Gather every line of the entries that includes the word "School".

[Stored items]
--- START ---

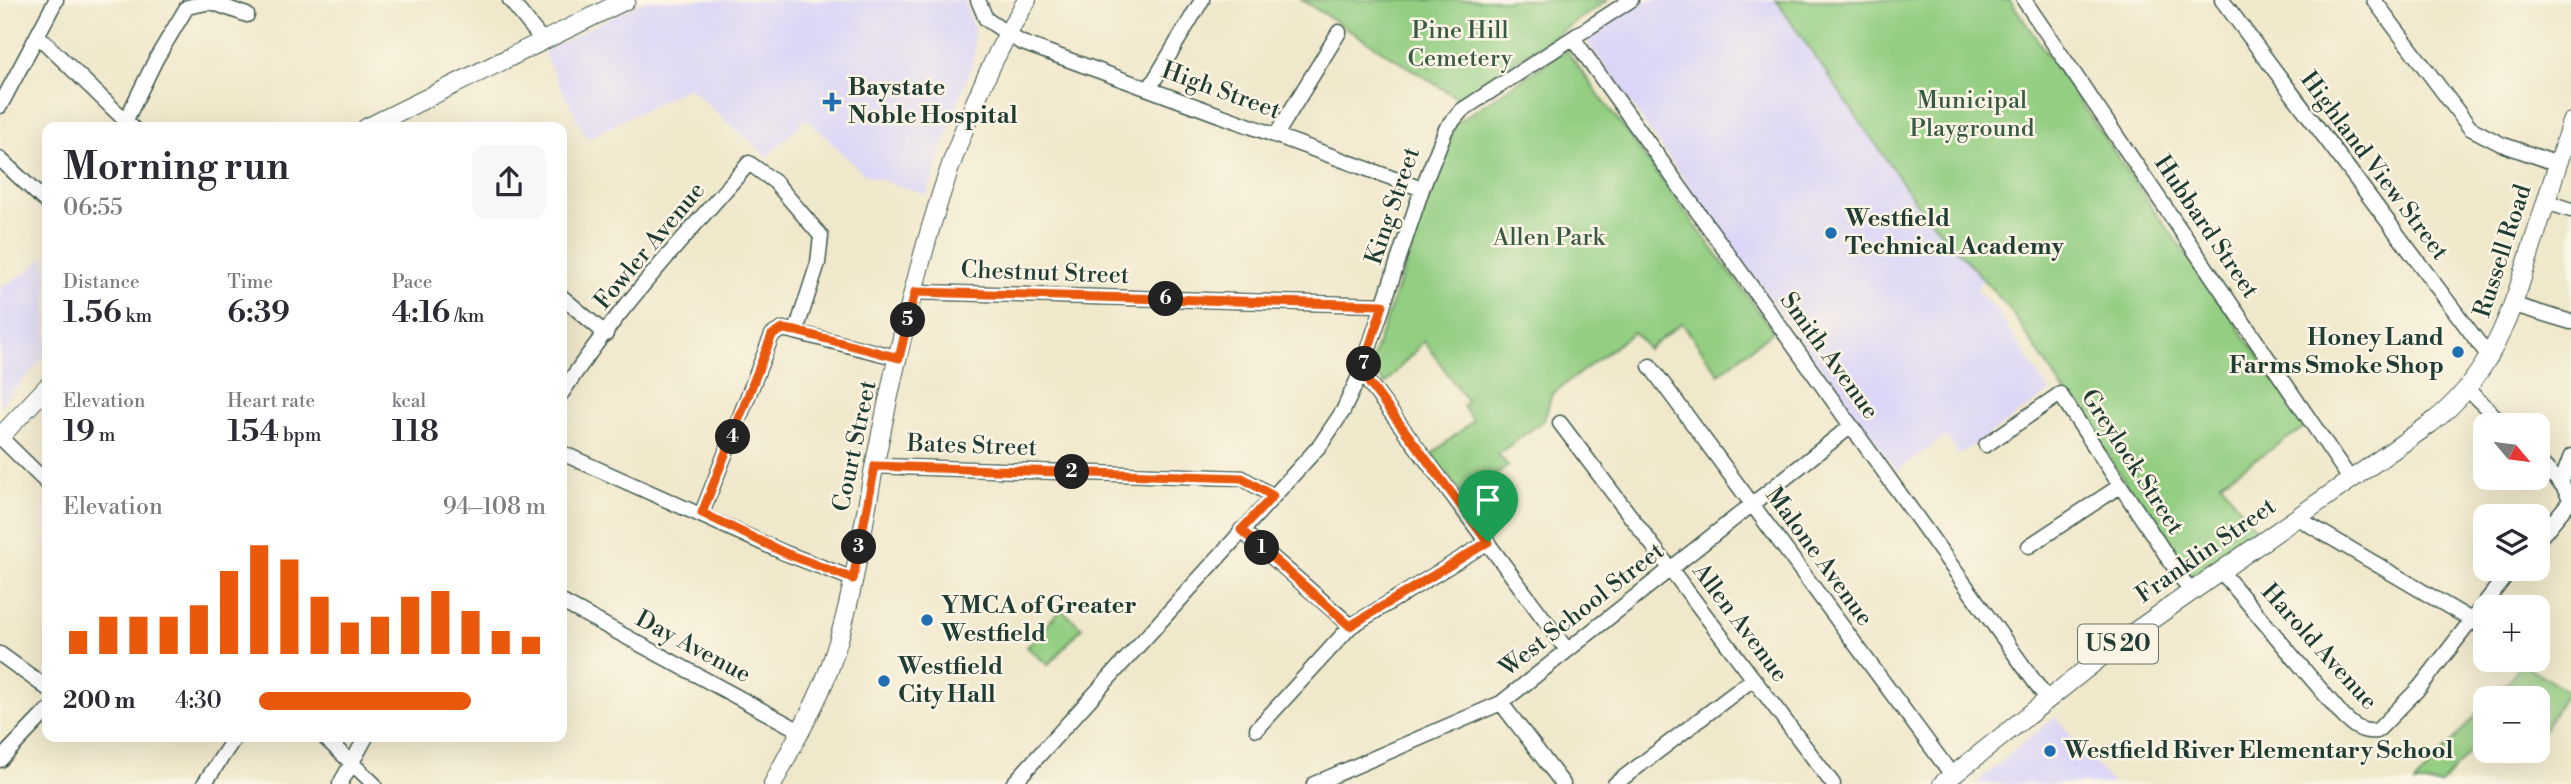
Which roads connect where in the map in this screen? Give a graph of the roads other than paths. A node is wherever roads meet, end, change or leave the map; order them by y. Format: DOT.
graph roads {
  1 [pos="56,0"];
  2 [pos="510,0"];
  3 [pos="626,0"];
  4 [pos="978,0"];
  5 [pos="1027,0"];
  6 [pos="1202,0"];
  7 [pos="1631,0"];
  8 [pos="2024,0"];
  9 [pos="2222,0"];
  10 [pos="2374,0"];
  11 [pos="247,15"];
  12 [pos="1339,32"];
  13 [pos="1006,33"];
  14 [pos="38,36"];
  15 [pos="1573,38"];
  16 [pos="543,41"];
  17 [pos="1149,89"];
  18 [pos="0,106"];
  19 [pos="128,122"];
  20 [pos="131,122"];
  21 [pos="378,122"];
  22 [pos="2571,122"];
  23 [pos="1276,135"];
  24 [pos="0,159"];
  25 [pos="2558,164"];
  26 [pos="1422,188"];
  27 [pos="42,198"];
  28 [pos="2546,202"];
  29 [pos="2571,210"];
  30 [pos="915,292"];
  31 [pos="567,301"];
  32 [pos="1383,305"];
  33 [pos="2514,305"];
  34 [pos="2571,322"];
  35 [pos="796,331"];
  36 [pos="606,334"];
  37 [pos="899,358"];
  38 [pos="2490,358"];
  39 [pos="1650,366"];
  40 [pos="1361,372"];
  41 [pos="567,386"];
  42 [pos="2468,390"];
  43 [pos="42,392"];
  44 [pos="2492,413"];
  45 [pos="1560,423"];
  46 [pos="1851,426"];
  47 [pos="0,437"];
  48 [pos="1986,444"];
  49 [pos="567,455"];
  50 [pos="2571,456"];
  51 [pos="875,466"];
  52 [pos="2550,472"];
  53 [pos="42,478"];
  54 [pos="2350,479"];
  55 [pos="2120,486"];
  56 [pos="2563,486"];
  57 [pos="1273,496"];
  58 [pos="2571,500"];
  59 [pos="1753,505"];
  60 [pos="702,513"];
  61 [pos="2296,517"];
  62 [pos="2550,525"];
  63 [pos="1241,530"];
  64 [pos="1488,542"];
  65 [pos="2029,546"];
  66 [pos="1670,569"];
  67 [pos="2220,570"];
  68 [pos="853,579"];
  69 [pos="2190,591"];
  70 [pos="567,605"];
  71 [pos="2473,622"];
  72 [pos="1350,626"];
  73 [pos="2473,630"];
  74 [pos="1567,650"];
  75 [pos="0,654"];
  76 [pos="1753,679"];
  77 [pos="42,684"];
  78 [pos="2047,699"];
  79 [pos="1501,703"];
  80 [pos="42,716"];
  81 [pos="1257,729"];
  82 [pos="802,732"];
  83 [pos="232,742"];
  84 [pos="329,742"];
  85 [pos="363,742"];
  86 [pos="0,760"];
  87 [pos="351,763"];
  88 [pos="1947,780"];
  89 [pos="204,784"];
  90 [pos="340,784"];
  91 [pos="374,784"];
  92 [pos="773,784"];
  93 [pos="1013,784"];
  94 [pos="1314,784"];
  95 [pos="1563,784"];
  96 [pos="1615,784"];
  97 [pos="1833,784"];
  1 -- 14 [label="street"];
  2 -- 16 [label="street"];
  3 -- 16 [label="main road"];
  4 -- 13 [label="street, High Street"];
  5 -- 13 [label="main road, Court Street"];
  6 -- 17 [label="street"];
  7 -- 15 [label="street, King Street"];
  8 -- 54 [label="street, Hubbard Street"];
  9 -- 38 [label="street, Highland View Street"];
  10 -- 25 [label="street"];
  11 -- 20 [label="street"];
  12 -- 23 [label="street"];
  13 -- 17 [label="street, High Street"];
  13 -- 30 [label="main road, Court Street"];
  14 -- 18 [label="street"];
  14 -- 19 [label="street"];
  15 -- 26 [label="street, King Street"];
  15 -- 46 [label="street, Smith Avenue"];
  16 -- 21 [label="main road"];
  17 -- 23 [label="street, High Street"];
  22 -- 25 [label="main road, Russell Road / US 20"];
  23 -- 26 [label="street, High Street"];
  24 -- 27 [label="street"];
  25 -- 28 [label="main road, Russell Road / US 20"];
  26 -- 32 [label="street, King Street"];
  28 -- 29 [label="street"];
  28 -- 33 [label="main road, Russell Road / US 20"];
  30 -- 32 [label="street, Chestnut Street"];
  30 -- 37 [label="main road, Court Street"];
  31 -- 36 [label="street"];
  32 -- 40 [label="street, King Street"];
  33 -- 34 [label="street"];
  33 -- 38 [label="main road, Russell Road / US 20"];
  35 -- 36 [label="street, Fowler Avenue"];
  35 -- 37 [label="street"];
  35 -- 60 [label="street"];
  36 -- 41 [label="street, Fowler Avenue"];
  37 -- 51 [label="main road, Court Street"];
  38 -- 42 [label="main road, Russell Road / US 20"];
  39 -- 59 [label="street, Malone Avenue"];
  40 -- 57 [label="street, King Street"];
  40 -- 64 [label="street"];
  42 -- 44 [label="street"];
  42 -- 54 [label="main road, Franklin Street / US 20"];
  43 -- 47 [label="main road"];
  45 -- 66 [label="street, Allen Avenue"];
  46 -- 59 [label="street, West School Street"];
  46 -- 78 [label="street, Smith Avenue"];
  47 -- 53 [label="street"];
  48 -- 55 [label="street, Greylock Street"];
  49 -- 60 [label="street"];
  50 -- 56 [label="street"];
  51 -- 57 [label="street, Bates Street"];
  51 -- 68 [label="main road, Court Street"];
  52 -- 56 [label="street"];
  54 -- 61 [label="main road, Franklin Street / US 20"];
  55 -- 65 [label="street"];
  55 -- 69 [label="street, Greylock Street"];
  56 -- 58 [label="street"];
  57 -- 63 [label="street, King Street"];
  58 -- 62 [label="street"];
  59 -- 66 [label="street, West School Street"];
  59 -- 88 [label="street, Malone Avenue"];
  60 -- 68 [label="street"];
  61 -- 67 [label="main road, Franklin Street / US 20"];
  61 -- 71 [label="street"];
  63 -- 72 [label="street"];
  63 -- 93 [label="street, King Street"];
  64 -- 72 [label="street"];
  64 -- 74 [label="street"];
  66 -- 74 [label="street, West School Street"];
  66 -- 76 [label="street, Allen Avenue"];
  67 -- 69 [label="main road, Franklin Street / US 20"];
  67 -- 73 [label="street, Harold Avenue"];
  68 -- 82 [label="main road, Court Street"];
  69 -- 78 [label="main road, Franklin Street / US 20"];
  70 -- 82 [label="street, Day Avenue"];
  72 -- 81 [label="street"];
  74 -- 79 [label="street, West School Street"];
  75 -- 77 [label="street"];
  76 -- 96 [label="street"];
  76 -- 97 [label="street, Allen Avenue"];
  78 -- 88 [label="main road, Franklin Street / US 20"];
  79 -- 94 [label="street, West School Street"];
  79 -- 95 [label="street"];
  80 -- 86 [label="street"];
  82 -- 92 [label="main road, Court Street"];
  83 -- 89 [label="street"];
  84 -- 87 [label="street"];
  85 -- 87 [label="street"];
  87 -- 90 [label="street"];
  87 -- 91 [label="street"];
}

--- END ---

■ **Solution to this task**:
  46 -- 59 [label="street, West School Street"];
  59 -- 66 [label="street, West School Street"];
  66 -- 74 [label="street, West School Street"];
  74 -- 79 [label="street, West School Street"];
  79 -- 94 [label="street, West School Street"];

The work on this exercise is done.